[Given data]
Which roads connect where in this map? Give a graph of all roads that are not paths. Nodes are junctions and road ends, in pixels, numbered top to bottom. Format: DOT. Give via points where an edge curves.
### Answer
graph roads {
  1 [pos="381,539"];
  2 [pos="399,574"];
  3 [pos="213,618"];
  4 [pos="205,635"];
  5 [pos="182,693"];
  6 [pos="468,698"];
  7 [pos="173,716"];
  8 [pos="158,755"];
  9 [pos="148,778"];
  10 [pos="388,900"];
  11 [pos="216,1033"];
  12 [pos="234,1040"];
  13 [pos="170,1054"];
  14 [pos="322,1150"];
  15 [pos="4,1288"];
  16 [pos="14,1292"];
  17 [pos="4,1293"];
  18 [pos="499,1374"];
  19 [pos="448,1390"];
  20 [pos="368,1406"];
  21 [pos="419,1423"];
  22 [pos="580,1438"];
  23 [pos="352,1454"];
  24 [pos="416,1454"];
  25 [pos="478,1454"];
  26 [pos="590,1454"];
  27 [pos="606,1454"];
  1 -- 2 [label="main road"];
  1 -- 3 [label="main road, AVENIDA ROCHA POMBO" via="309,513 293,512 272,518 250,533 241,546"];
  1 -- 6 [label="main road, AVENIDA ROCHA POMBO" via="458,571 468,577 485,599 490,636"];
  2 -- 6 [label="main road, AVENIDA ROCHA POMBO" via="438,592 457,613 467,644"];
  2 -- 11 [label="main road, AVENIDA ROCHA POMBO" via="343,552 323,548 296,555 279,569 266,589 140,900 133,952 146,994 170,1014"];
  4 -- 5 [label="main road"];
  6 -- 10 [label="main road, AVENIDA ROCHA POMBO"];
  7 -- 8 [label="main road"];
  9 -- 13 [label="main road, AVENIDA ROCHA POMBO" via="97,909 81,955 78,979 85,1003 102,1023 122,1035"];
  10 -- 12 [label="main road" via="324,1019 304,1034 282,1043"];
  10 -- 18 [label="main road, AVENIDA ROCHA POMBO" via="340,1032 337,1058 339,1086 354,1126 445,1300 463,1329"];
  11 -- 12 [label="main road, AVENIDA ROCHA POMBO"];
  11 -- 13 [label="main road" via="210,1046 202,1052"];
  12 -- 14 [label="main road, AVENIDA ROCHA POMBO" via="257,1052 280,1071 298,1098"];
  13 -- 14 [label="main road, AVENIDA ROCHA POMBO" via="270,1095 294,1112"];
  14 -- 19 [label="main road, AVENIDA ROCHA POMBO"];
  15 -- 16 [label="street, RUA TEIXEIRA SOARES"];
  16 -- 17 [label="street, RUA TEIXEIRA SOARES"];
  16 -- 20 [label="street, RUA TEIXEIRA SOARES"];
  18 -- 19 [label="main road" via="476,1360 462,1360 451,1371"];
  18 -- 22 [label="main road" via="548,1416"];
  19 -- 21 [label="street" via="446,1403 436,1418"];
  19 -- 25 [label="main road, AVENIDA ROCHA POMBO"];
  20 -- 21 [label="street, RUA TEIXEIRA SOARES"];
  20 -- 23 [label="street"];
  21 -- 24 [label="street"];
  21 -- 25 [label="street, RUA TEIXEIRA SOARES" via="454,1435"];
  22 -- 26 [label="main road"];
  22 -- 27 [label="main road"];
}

[Activity] Every entry above has to be returned exactly as written.

[Solution for this task]
Which roads connect where in this map? Give a graph of all roads that are not paths. Nodes are junctions and road ends, in pixels, numbered top to bottom. Format: DOT. Give via points where an edge curves.
### Answer
graph roads {
  1 [pos="381,539"];
  2 [pos="399,574"];
  3 [pos="213,618"];
  4 [pos="205,635"];
  5 [pos="182,693"];
  6 [pos="468,698"];
  7 [pos="173,716"];
  8 [pos="158,755"];
  9 [pos="148,778"];
  10 [pos="388,900"];
  11 [pos="216,1033"];
  12 [pos="234,1040"];
  13 [pos="170,1054"];
  14 [pos="322,1150"];
  15 [pos="4,1288"];
  16 [pos="14,1292"];
  17 [pos="4,1293"];
  18 [pos="499,1374"];
  19 [pos="448,1390"];
  20 [pos="368,1406"];
  21 [pos="419,1423"];
  22 [pos="580,1438"];
  23 [pos="352,1454"];
  24 [pos="416,1454"];
  25 [pos="478,1454"];
  26 [pos="590,1454"];
  27 [pos="606,1454"];
  1 -- 2 [label="main road"];
  1 -- 3 [label="main road, AVENIDA ROCHA POMBO" via="309,513 293,512 272,518 250,533 241,546"];
  1 -- 6 [label="main road, AVENIDA ROCHA POMBO" via="458,571 468,577 485,599 490,636"];
  2 -- 6 [label="main road, AVENIDA ROCHA POMBO" via="438,592 457,613 467,644"];
  2 -- 11 [label="main road, AVENIDA ROCHA POMBO" via="343,552 323,548 296,555 279,569 266,589 140,900 133,952 146,994 170,1014"];
  4 -- 5 [label="main road"];
  6 -- 10 [label="main road, AVENIDA ROCHA POMBO"];
  7 -- 8 [label="main road"];
  9 -- 13 [label="main road, AVENIDA ROCHA POMBO" via="97,909 81,955 78,979 85,1003 102,1023 122,1035"];
  10 -- 12 [label="main road" via="324,1019 304,1034 282,1043"];
  10 -- 18 [label="main road, AVENIDA ROCHA POMBO" via="340,1032 337,1058 339,1086 354,1126 445,1300 463,1329"];
  11 -- 12 [label="main road, AVENIDA ROCHA POMBO"];
  11 -- 13 [label="main road" via="210,1046 202,1052"];
  12 -- 14 [label="main road, AVENIDA ROCHA POMBO" via="257,1052 280,1071 298,1098"];
  13 -- 14 [label="main road, AVENIDA ROCHA POMBO" via="270,1095 294,1112"];
  14 -- 19 [label="main road, AVENIDA ROCHA POMBO"];
  15 -- 16 [label="street, RUA TEIXEIRA SOARES"];
  16 -- 17 [label="street, RUA TEIXEIRA SOARES"];
  16 -- 20 [label="street, RUA TEIXEIRA SOARES"];
  18 -- 19 [label="main road" via="476,1360 462,1360 451,1371"];
  18 -- 22 [label="main road" via="548,1416"];
  19 -- 21 [label="street" via="446,1403 436,1418"];
  19 -- 25 [label="main road, AVENIDA ROCHA POMBO"];
  20 -- 21 [label="street, RUA TEIXEIRA SOARES"];
  20 -- 23 [label="street"];
  21 -- 24 [label="street"];
  21 -- 25 [label="street, RUA TEIXEIRA SOARES" via="454,1435"];
  22 -- 26 [label="main road"];
  22 -- 27 [label="main road"];
}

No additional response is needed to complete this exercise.